Денёк проходит весь в суете. После обеда получили постельное бельё и новую форму на складах целую кучу шмоток. Гражданку мы всю сдали или повыбрасывали. Да какая там гражданка: у меня было старое трико и мастерка, лето же. В роте везде оживлённо, все туда-сюда ходят, чего-то ищут, обживаются. На нашем этаже расселился пока только наш набор, 32-я. Старшаки все живут наверху.

В этот год в нашей мореходке отменили военную кафедру и набор на базе восьми классов. Про восьмёрок – позже. Если раньше выпускник получал здесь диплом и автоматом – звание лейтенанта запаса, то ныне стало по-другому. Кафедру-то убрали, а все примочки остались, и как 18 исполнится – добро пожаловать в ряды Вооружённых Сил. Короче, смысл тот, что всем нам, десяткам, кому через год, а кому уже по весне маячила армия. Получалось, мне через год. Но сейчас это казалось для меня ой как далеко… зато имели значение чисто армейские порядки, устав и всё остальное тяжкое наследие военной кафедры, вместе с неуставными отношениями.

Нашим уже отслужившим своё дембелям вся эта армейская кухня тоже не особо-то нравилась: мол, почему мы должны опять во всё это окунаться в гражданском, по сути заведении? Но ничего не попишешь, не нравится – не ешь. В чужой монастырь со своим уставом не лезут. Кстати, вероятно, из-за сходства с монастырём по составу служащих (только мужской пол) и по чёрному цвету формы мореходки и стали называть бурсами. А то всё бурса… бурса… В нашем городишке курсанты на местном сленге иногда назывались бурсачи.

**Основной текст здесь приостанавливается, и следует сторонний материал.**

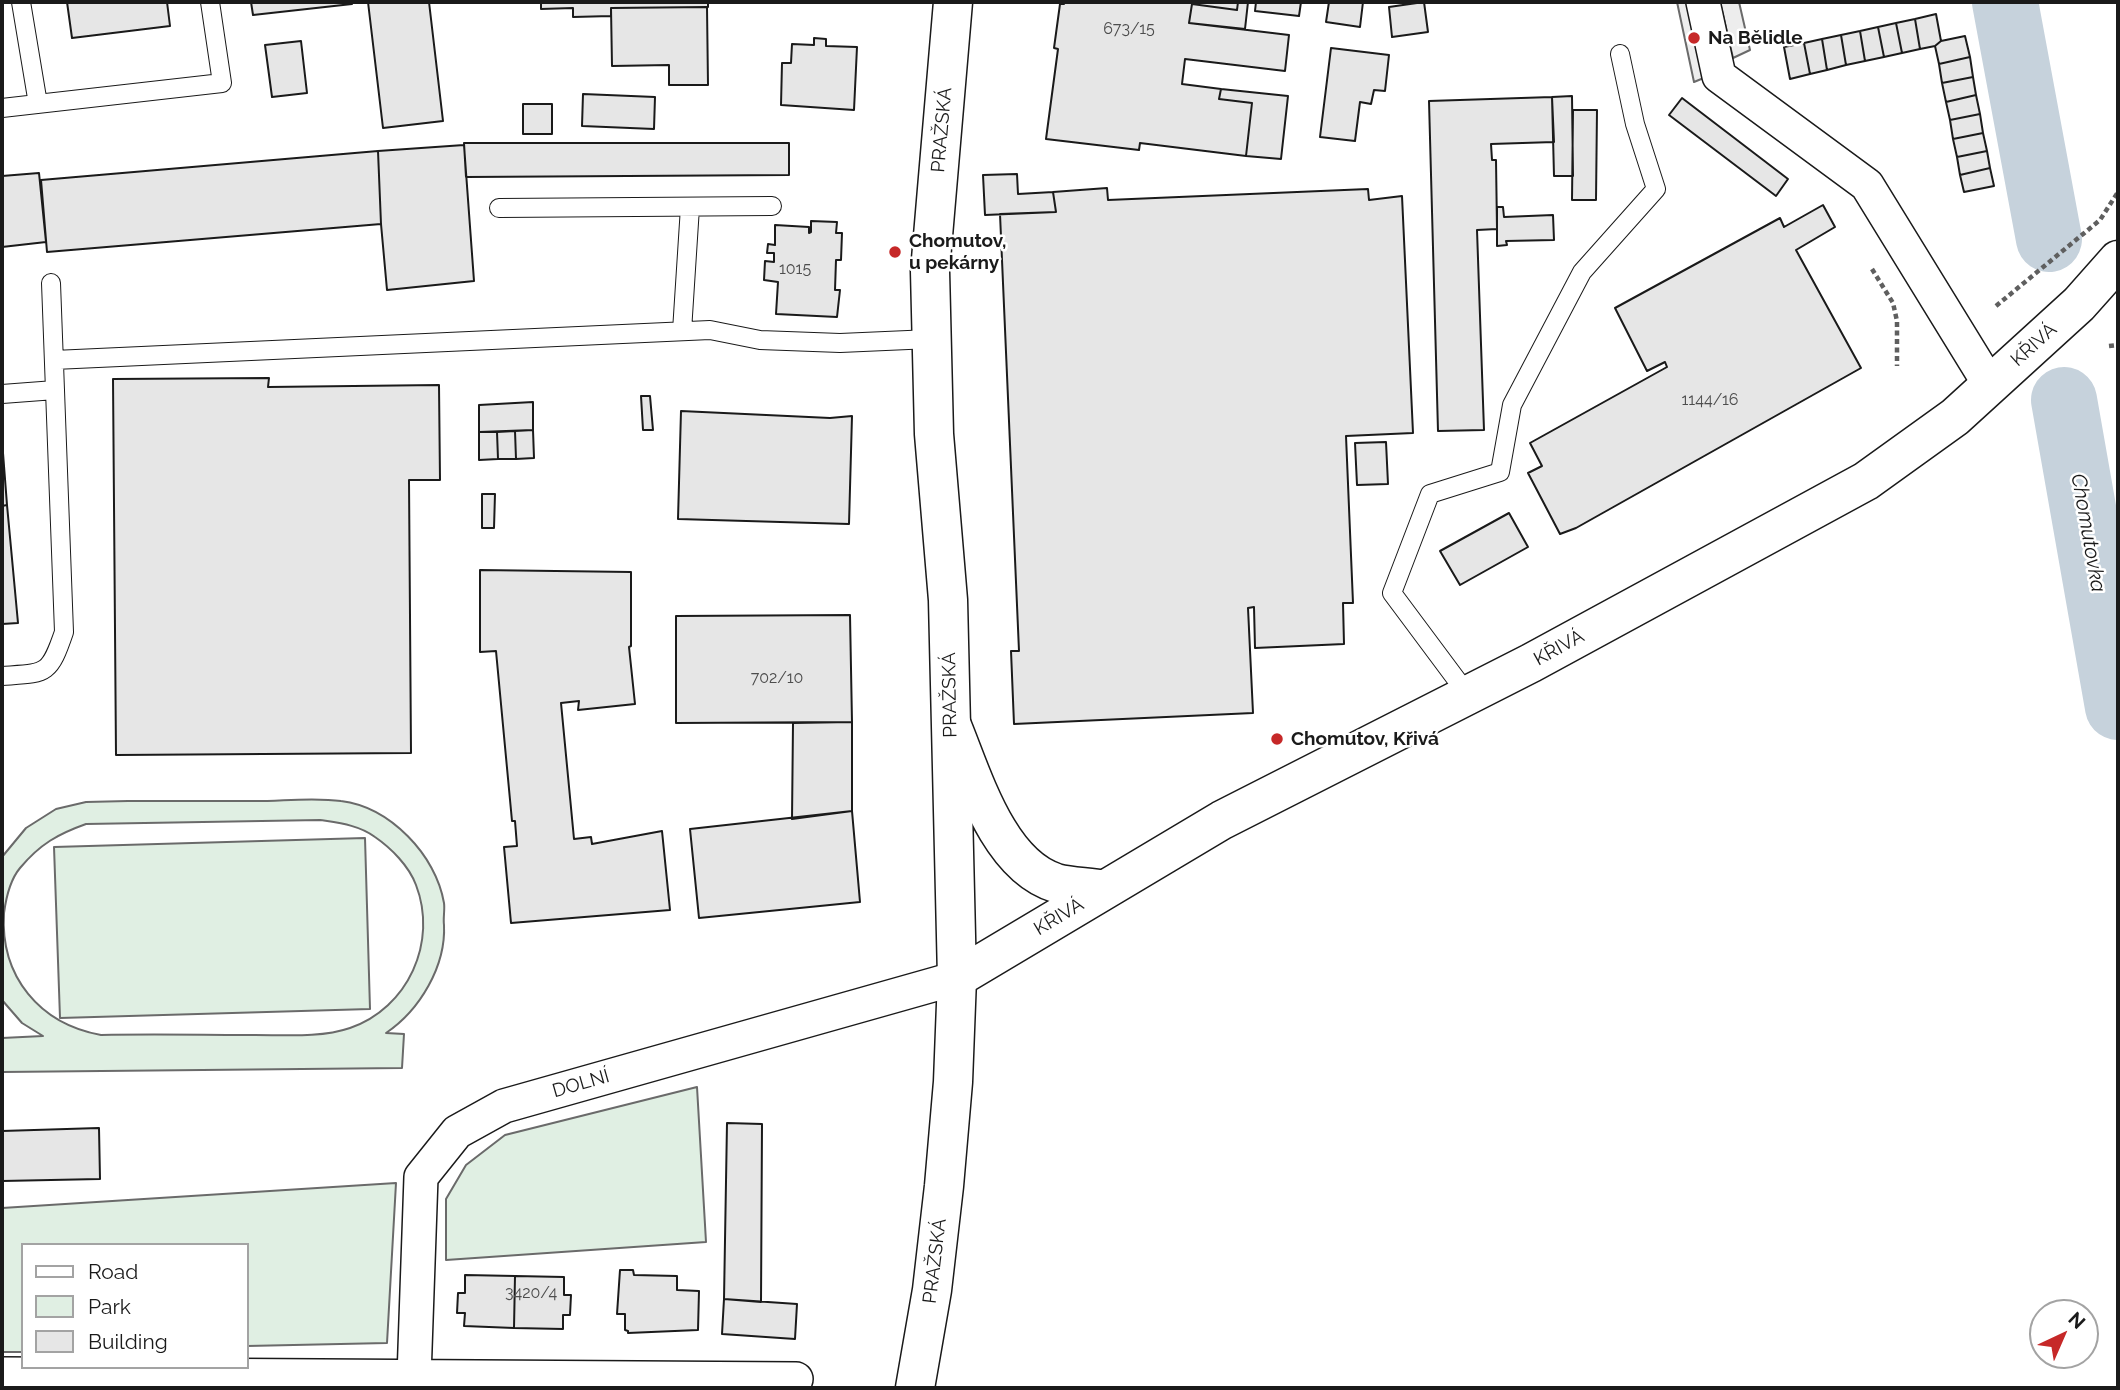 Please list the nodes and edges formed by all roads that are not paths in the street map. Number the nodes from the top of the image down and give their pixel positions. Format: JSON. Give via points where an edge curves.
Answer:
{"nodes":[{"id":1,"x":21,"y":2,"type":"edge"},
{"id":2,"x":210,"y":2,"type":"edge"},
{"id":3,"x":953,"y":2,"type":"edge"},
{"id":4,"x":1703,"y":2,"type":"edge"},
{"id":5,"x":1620,"y":54,"type":"dead end"},
{"id":6,"x":38,"y":104,"type":"junction"},
{"id":7,"x":2,"y":108,"type":"edge"},
{"id":8,"x":772,"y":206,"type":"dead end"},
{"id":9,"x":690,"y":207,"type":"junction"},
{"id":10,"x":499,"y":208,"type":"dead end"},
{"id":11,"x":2118,"y":260,"type":"edge"},
{"id":12,"x":51,"y":283,"type":"dead end"},
{"id":13,"x":682,"y":331,"type":"junction"},
{"id":14,"x":932,"y":339,"type":"junction"},
{"id":15,"x":54,"y":360,"type":"junction"},
{"id":16,"x":1990,"y":385,"type":"junction"},
{"id":17,"x":55,"y":390,"type":"junction"},
{"id":18,"x":2,"y":394,"type":"edge"},
{"id":19,"x":2,"y":676,"type":"edge"},
{"id":20,"x":1468,"y":695,"type":"junction"},
{"id":21,"x":951,"y":725,"type":"junction"},
{"id":22,"x":1104,"y":890,"type":"junction"},
{"id":23,"x":957,"y":978,"type":"junction"},
{"id":24,"x":2,"y":1374,"type":"edge"},
{"id":25,"x":414,"y":1377,"type":"junction"},
{"id":26,"x":796,"y":1380,"type":"dead end"},
{"id":27,"x":915,"y":1388,"type":"edge"}],
"edges":[{"from":1,"to":6,"type":"lane"},
{"from":2,"to":6,"type":"lane","via":[[222,83]]},
{"from":3,"to":14,"type":"street","name":"PRAŽSKÁ","via":[[930,271]]},
{"from":4,"to":16,"type":"street","via":[[1719,76],[1867,185]]},
{"from":5,"to":20,"type":"lane","via":[[1635,124],[1656,189],[1582,272],[1512,405],[1500,472],[1430,494],[1392,593]]},
{"from":6,"to":7,"type":"lane"},
{"from":8,"to":9,"type":"lane"},
{"from":9,"to":10,"type":"lane"},
{"from":9,"to":13,"type":"lane"},
{"from":11,"to":16,"type":"street","name":"KŘIVÁ","via":[[2079,304]]},
{"from":12,"to":15,"type":"lane"},
{"from":13,"to":14,"type":"lane","via":[[840,343]]},
{"from":13,"to":15,"type":"lane"},
{"from":14,"to":21,"type":"street","name":"PRAŽSKÁ"},
{"from":15,"to":17,"type":"lane"},
{"from":16,"to":20,"type":"street","name":"KŘIVÁ","via":[[1955,417],[1866,481]]},
{"from":17,"to":18,"type":"lane"},
{"from":17,"to":19,"type":"lane","via":[[64,632],[54,661],[41,673]]},
{"from":20,"to":22,"type":"street","name":"KŘIVÁ","via":[[1222,820]]},
{"from":21,"to":22,"type":"street","via":[[987,810],[1028,869],[1056,883]]},
{"from":21,"to":23,"type":"street","name":"PRAŽSKÁ"},
{"from":22,"to":23,"type":"street","name":"KŘIVÁ"},
{"from":23,"to":25,"type":"street","name":"DOLNÍ","via":[[503,1106],[457,1132],[421,1177]]},
{"from":23,"to":27,"type":"street","name":"PRAŽSKÁ","via":[[944,1186]]},
{"from":24,"to":25,"type":"street"},
{"from":25,"to":26,"type":"street"}]}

Про восьмёрок. Эти поступали, понятно, после восьми классов школы на первый курс (десятки – сразу на второй). Соответственно, на каждом из отделений каждого из четырёх курсов были восьмёрки и, начиная со второго, – десятки и дембеля. С отменом кафедры и набора после восьми первый курс как понятие канул в лету. Теперь самыми младшими опять остались восьмерки, уже пережившие первый и перешедшие на второй курс. Ну, и такие как мы, тоже вроде второкурсники, но новички. Яснее ясного, что если они не хотели для себя повторения этапа молодого бойца (потому что в такой системе всегда существует давление от старших курсов – кто-то должен быть крайним), то для них, этих восьмёрок, было жизненно важным указать нам наше место, объяснить, кто в доме хозяин. Хотя по возрасту те были даже младше нашего на целый год да посплочённей и поопытней. Годки, одним словом, на флотском жаргоне.

Остаток дня пятницы прошёл без потрясений, хотя было нечто вроде ощущения затишья перед грозой, а может, это только мне одному так чудилось. Сидели в кубрике, подгоняли по себе новую тёмно-синюю робу. В 22:00 – построение на ЦП на вечернюю поверку, перекличку, все ли на месте:

– Иванов!

– Я!

– Петров!

– Я!

– Сидоров!

– …Сидоров здесь!

– Не понял… не «здесь», а «я»! Ещё раз: Сидоров!

– Я!

И так далее. Перекличку всегда проводит дежурный офицер. Закончили. Офицер даёт указания наряду по роте и сваливает домой. А мы – в умывальник и отбой. После десяти вечера для курсантов выход в город был запрещён.

– Рота, подъём! – команда дневального.

Выбегаем наружу на пробежку. Почему-то на зарядке вижу одних только новичков. Видимо, остальные утром постоянно «болеют». За главного – училищный физрук Юзефыч. Суббота. Вообще по субботам занятия были всегда только до обеда, а после него был так называемый аврал: уборка территории, прилегавшей к жилому корпусу, и тотальная мойка и чистка внутри жилых корпусов, на лестницах (трапах), на ЦП, в кубриках, туалетах, везде – с водой, мылом, щётками и швабрами. Занятия начнутся ещё только с понедельника, поэтому вот всем этим мы прямо с утра дружно и занялись.